Non, je peux pas dire... Vous savez, les livres qui marquent le plus sont ceux qu'on lit étant jeune, et moi je sais que j'ai aimé lire, j'ai aimé Alexandre Dumas, j'ai aimé Rosny avec La guerre du feu, tous les bouquins qui à cette époque-là étaient ceux des garçons de mon âge. Mais y'a pas un type que j'ai admiré par-dessus tout. Bon, plus tard j'ai aimé Céline, et puis la littérature américaine, Hemingway, Faulkner, des gens comme ça... Mais y'a pas de nom, vraiment, dont je me dise « c'était mon idole ». Pas d'idole. Il faut jamais en avoir, c'est plus sûr.

Est-ce que vous avez envie d'explorer d'autres voies, je pense par exemple à des scénarios de BD, en trouvant un collaborateur pour le dessin ?
J'ai fait ça. J'en ai fait déjà, j'ai fait un Lucky Luke, à la mort de Goscinny, un et demi, même. Je suis en train d'en faire un avec Max Cabane. Mais je vais vous dire un truc : c'est que un scénario BD c'est très long et c'est très compliqué, plus qu'un bouquin. Parce qu'il faut découper son truc en cases, il faut décrire le dessin, quand comme moi on n'est pas capable de dessiner, il faut faire les dialogues, c'est-à-dire les bulles, mettre quelquefois des indications en-dehors... ça prend beaucoup de temps. Ca prend beaucoup de temps, et puis je vais vous dire, mais ça c'est encore un truc de vanité, c'est que là j'en fais un, mais c'est un peu entre deux livres et c'est un peu pour m'amuser, mais le véritable auteur, c'est quand même le dessinateur. Donc c'est lui qui retire la gloire, alors c'est un peu emmerdant pour le scénariste. Mais bon, pourquoi pas ? J'en fais un en ce moment, enfin j'en ai fini un, c'est lui qui dessine, si ça marche, peut-être je continuerai ça. Mais c'est pas quelque chose qui me passionne.
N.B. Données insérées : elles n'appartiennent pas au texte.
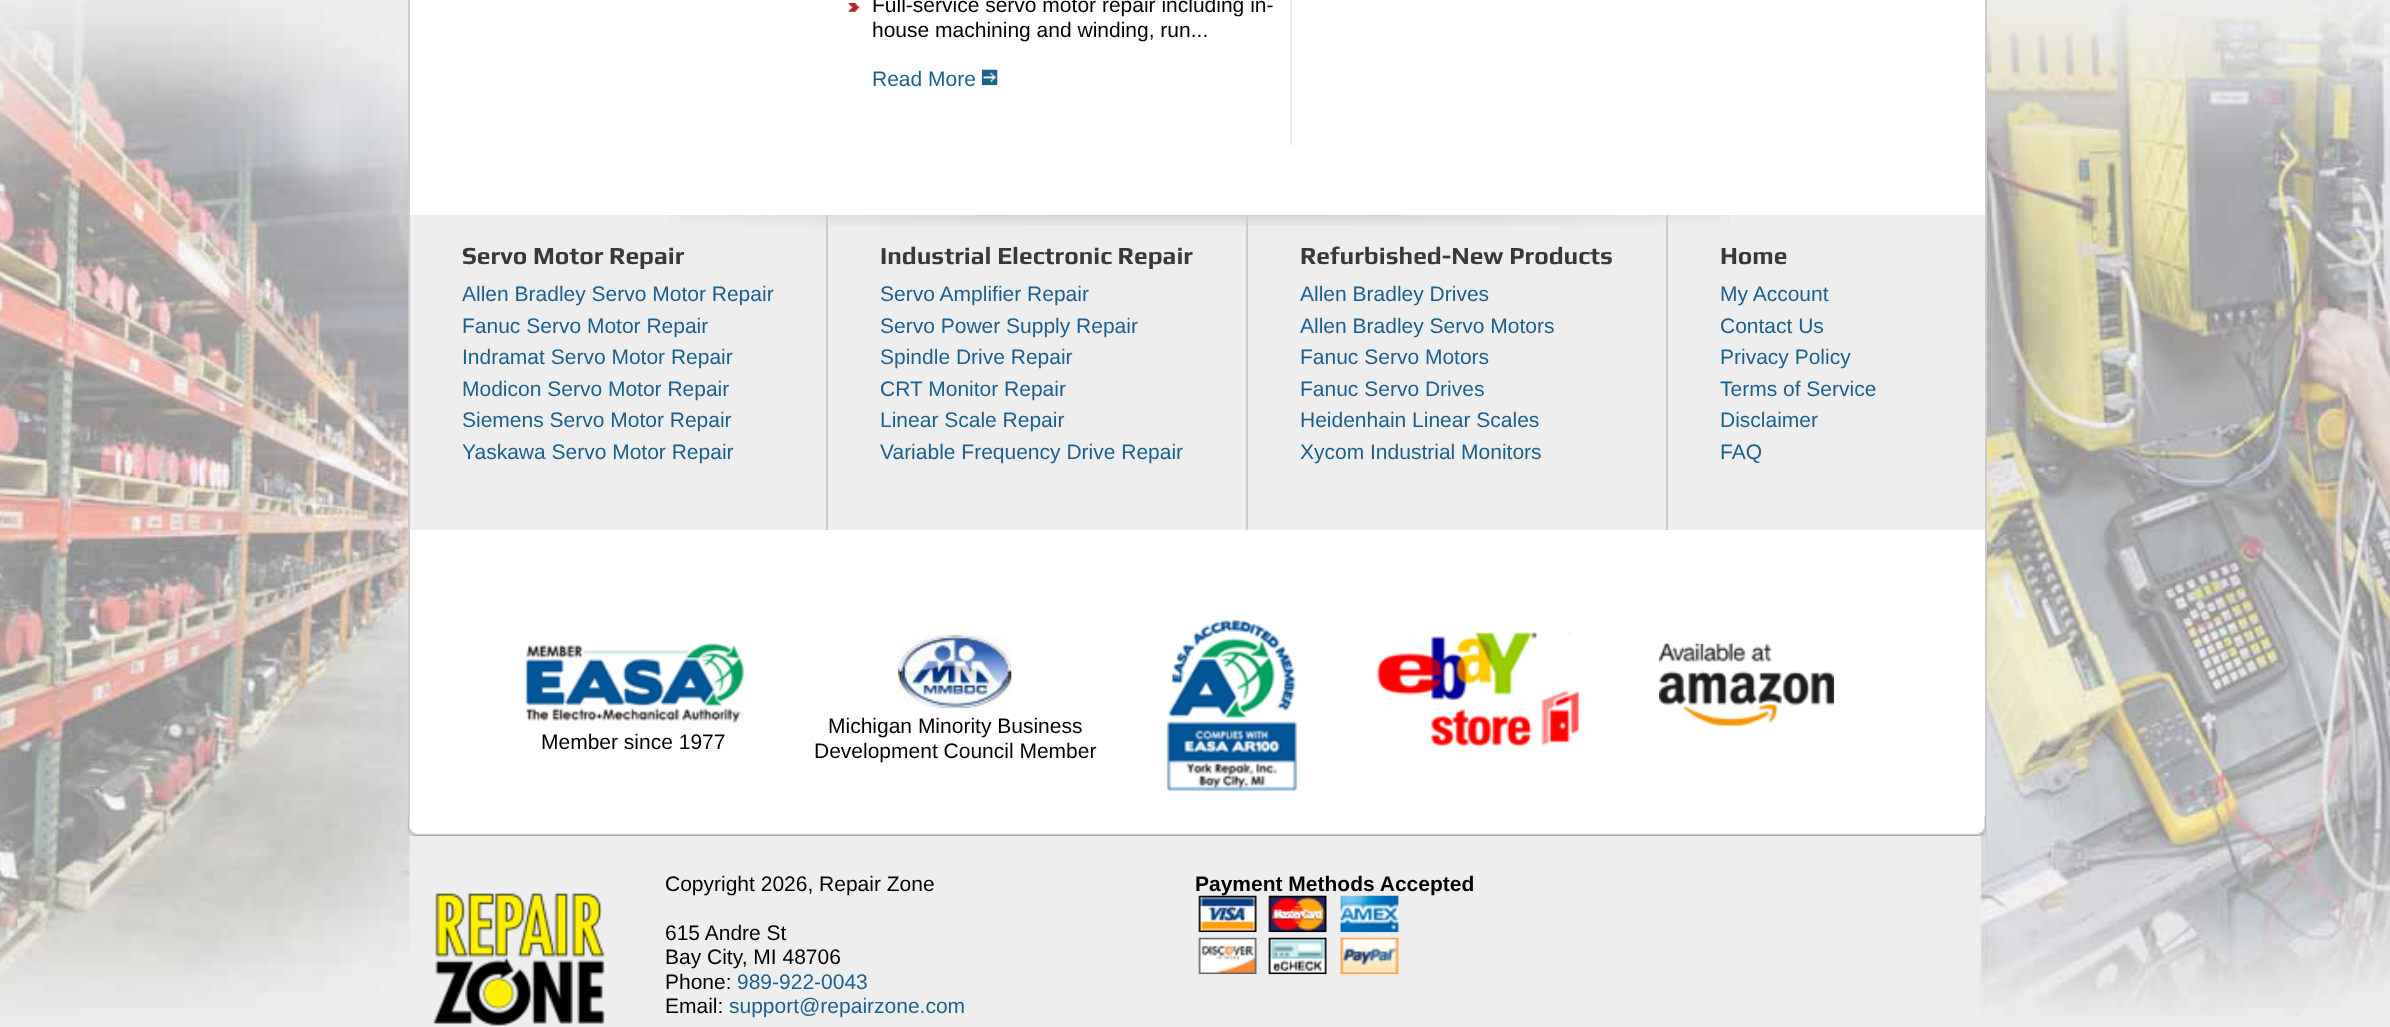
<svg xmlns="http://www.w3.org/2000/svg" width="2390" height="1027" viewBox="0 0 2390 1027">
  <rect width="100%" height="100%" fill="rgb(238,238,238)"/>
  <image x="0" y="0" width="2390" height="1017" href="pic1.png"/>
  <image x="407" y="815" width="1580" height="21" href="pic10.png"/>
  <rect x="410" y="0" width="1575" height="816" fill="rgb(255,255,255)"/>
  <rect x="1985" y="0" width="2" height="816" fill="rgb(204,204,204)"/>
  <rect x="408" y="0" width="2" height="816" fill="rgb(204,204,204)"/>
  <rect x="1290" y="0" width="2" height="145" fill="rgb(232,232,232)"/>
  <image x="848" y="3" width="12" height="9" href="pic2.png"/>
  <g font-family="Liberation Sans" font-size="21" fill="rgb(0,0,0)">
    <text>
      <tspan x="872" y="12">Full-service servo motor repair including in-</tspan>
      <tspan x="872" y="37">house machining and winding, run...</tspan>
    </text>
  </g>
  <text x="872" y="86" font-family="Liberation Sans" font-size="21" fill="rgb(28,95,139)">Read More</text>
  <image x="981" y="69" width="17" height="17" href="pic3.png"/>
  <rect x="410" y="215" width="1575" height="315" fill="rgb(238,238,238)"/>
  <image x="669" y="214" width="1061" height="12" href="pic4.png"/>
  <rect x="826" y="215" width="2" height="315" fill="rgb(204,204,204)"/>
  <text x="462" y="264" font-family="Play" font-size="24.5" font-weight="bold" fill="rgb(57,57,57)">Servo Motor Repair</text>
  <g font-family="Liberation Sans" font-size="21" fill="rgb(28,95,139)">
    <text>
      <tspan x="462" y="301">Allen Bradley Servo Motor Repair</tspan>
      <tspan x="462" y="333">Fanuc Servo Motor Repair</tspan>
      <tspan x="462" y="364">Indramat Servo Motor Repair</tspan>
      <tspan x="462" y="396">Modicon Servo Motor Repair</tspan>
      <tspan x="462" y="427">Siemens Servo Motor Repair</tspan>
      <tspan x="462" y="459">Yaskawa Servo Motor Repair</tspan>
    </text>
  </g>
  <rect x="1246" y="215" width="2" height="315" fill="rgb(204,204,204)"/>
  <text x="880" y="264" font-family="Play" font-size="24.5" font-weight="bold" fill="rgb(57,57,57)">Industrial Electronic Repair</text>
  <g font-family="Liberation Sans" font-size="21" fill="rgb(28,95,139)">
    <text>
      <tspan x="880" y="301">Servo Amplifier Repair</tspan>
      <tspan x="880" y="333">Servo Power Supply Repair</tspan>
      <tspan x="880" y="364">Spindle Drive Repair</tspan>
      <tspan x="880" y="396">CRT Monitor Repair</tspan>
      <tspan x="880" y="427">Linear Scale Repair</tspan>
      <tspan x="880" y="459">Variable Frequency Drive Repair</tspan>
    </text>
  </g>
  <rect x="1666" y="215" width="2" height="315" fill="rgb(204,204,204)"/>
  <text x="1300" y="264" font-family="Play" font-size="24.5" font-weight="bold" fill="rgb(57,57,57)">Refurbished-New Products</text>
  <g font-family="Liberation Sans" font-size="21" fill="rgb(28,95,139)">
    <text>
      <tspan x="1300" y="301">Allen Bradley Drives</tspan>
      <tspan x="1300" y="333">Allen Bradley Servo Motors</tspan>
      <tspan x="1300" y="364">Fanuc Servo Motors</tspan>
      <tspan x="1300" y="396">Fanuc Servo Drives</tspan>
      <tspan x="1300" y="427">Heidenhain Linear Scales</tspan>
      <tspan x="1300" y="459">Xycom Industrial Monitors</tspan>
    </text>
  </g>
  <text x="1720" y="264" font-family="Play" font-size="24.5" font-weight="bold" fill="rgb(57,57,57)">Home</text>
  <g font-family="Liberation Sans" font-size="21" fill="rgb(28,95,139)">
    <text>
      <tspan x="1720" y="301">My Account</tspan>
      <tspan x="1720" y="333">Contact Us</tspan>
      <tspan x="1720" y="364">Privacy Policy</tspan>
      <tspan x="1720" y="396">Terms of Service</tspan>
      <tspan x="1720" y="427">Disclaimer</tspan>
      <tspan x="1720" y="459">FAQ</tspan>
    </text>
  </g>
  <image x="1166" y="619" width="132" height="172" href="pic5.png"/>
  <image x="1376" y="632" width="205" height="115" href="pic6.png"/>
  <image x="1659" y="643" width="175" height="83" href="pic7.png"/>
  <image x="524" y="643" width="220" height="80" href="pic8.png"/>
  <text x="541" y="749" font-family="Liberation Sans" font-size="21" fill="rgb(0,0,0)">Member since 1977</text>
  <image x="897" y="634" width="115" height="75" href="pic9.png"/>
  <g font-family="Liberation Sans" font-size="21" fill="rgb(0,0,0)">
    <text x="828" y="733">Michigan Minority Business</text>
    <text x="814" y="758">Development Council Member</text>
    <text x="665" y="891">Copyright 2026, Repair Zone</text>
    <text>
      <tspan x="665" y="940">615 Andre St</tspan>
      <tspan x="665" y="964">Bay City, MI 48706</tspan>
      <tspan x="665" y="989">Phone:</tspan>
    </text>
  </g>
  <text x="737" y="989" font-family="Liberation Sans" font-size="21" fill="rgb(28,95,139)">989-922-0043</text>
  <text x="665" y="1013" font-family="Liberation Sans" font-size="21" fill="rgb(0,0,0)">Email:</text>
  <text x="729" y="1013" font-family="Liberation Sans" font-size="21" fill="rgb(28,95,139)">support@repairzone.com</text>
  <text x="1195" y="891" font-family="Liberation Sans" font-size="21" font-weight="bold" fill="rgb(0,0,0)">Payment Methods Accepted</text>
  <image x="1198" y="895" width="59" height="38" href="pic11.png"/>
  <image x="1268" y="895" width="59" height="38" href="pic12.png"/>
  <image x="1340" y="895" width="59" height="38" href="pic13.png"/>
  <image x="1198" y="937" width="59" height="38" href="pic14.png"/>
  <image x="1268" y="937" width="59" height="38" href="pic15.png"/>
  <image x="1340" y="937" width="59" height="38" href="pic16.png"/>
  <image x="433" y="893" width="172" height="133" href="pic17.png"/>
</svg>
Qu'est-ce que vous écoutez comme musique en général ?
Alors ça j'ai du retard pour la musique. J'ai des enfants en plus... Les grandes engueulades que j'ai eues avec mes gosses, toujours sympathiques quand même, ça a été sur la musique. Je suis né un petit peu avant la guerre, et ça a été l'opéra. Ca a été l'opéra tout de suite. Je suis toujours resté à des musiques avec une mélodie... Je suis à la fois très chansonnette, disons pour simplifier Aznavour, très crooner américains, disons Sinatra. Avec Verdi, Puccini, mais pas grande musique en plus, je m'ennuie à Beethoven et à Mozart, ça je dois l'avouer. Et tout ce qui a été à partir du moment où le rock démarre, avec peut-être une exception pour Presley, mais Presley me plaisait plus par ses côtés crooner que par son côté rock, mais tout le rock, le jazz, je suis passé à côté complètement. Ne parlons pas évidemment de musiques techno, rap, etc, qui m'ennuient au-delà de toute expression. Bon, il faut dire que je ne fais pas d'efforts, mais j'ai l'impression que c'est une musique qui ne me concerne pas.

Et sans aller jusqu'aux musiques rap ou techno, ce que j'appellerais variété française plus récente, par exemple Etienne Daho, Jean-Jacques Goldman, Michel Berger...
Ces trois-là m'emmerdent prodigieusement (rires). Daho je sais pas, je vois ce type se dandiner, et ça me dit rien, j'ai pas d'émotion. Bon, si j'écoute Brel, Ferré, y'a une émotion qui naît, un truc... Je sais pas, même Berger, c'est tellement gentil, c'est tellement passe-partout... je sais pas, c'est une sorte de mélodie rose bonbon qui moi m'agace énormément. Non mais j'ai mauvais goût...(rires)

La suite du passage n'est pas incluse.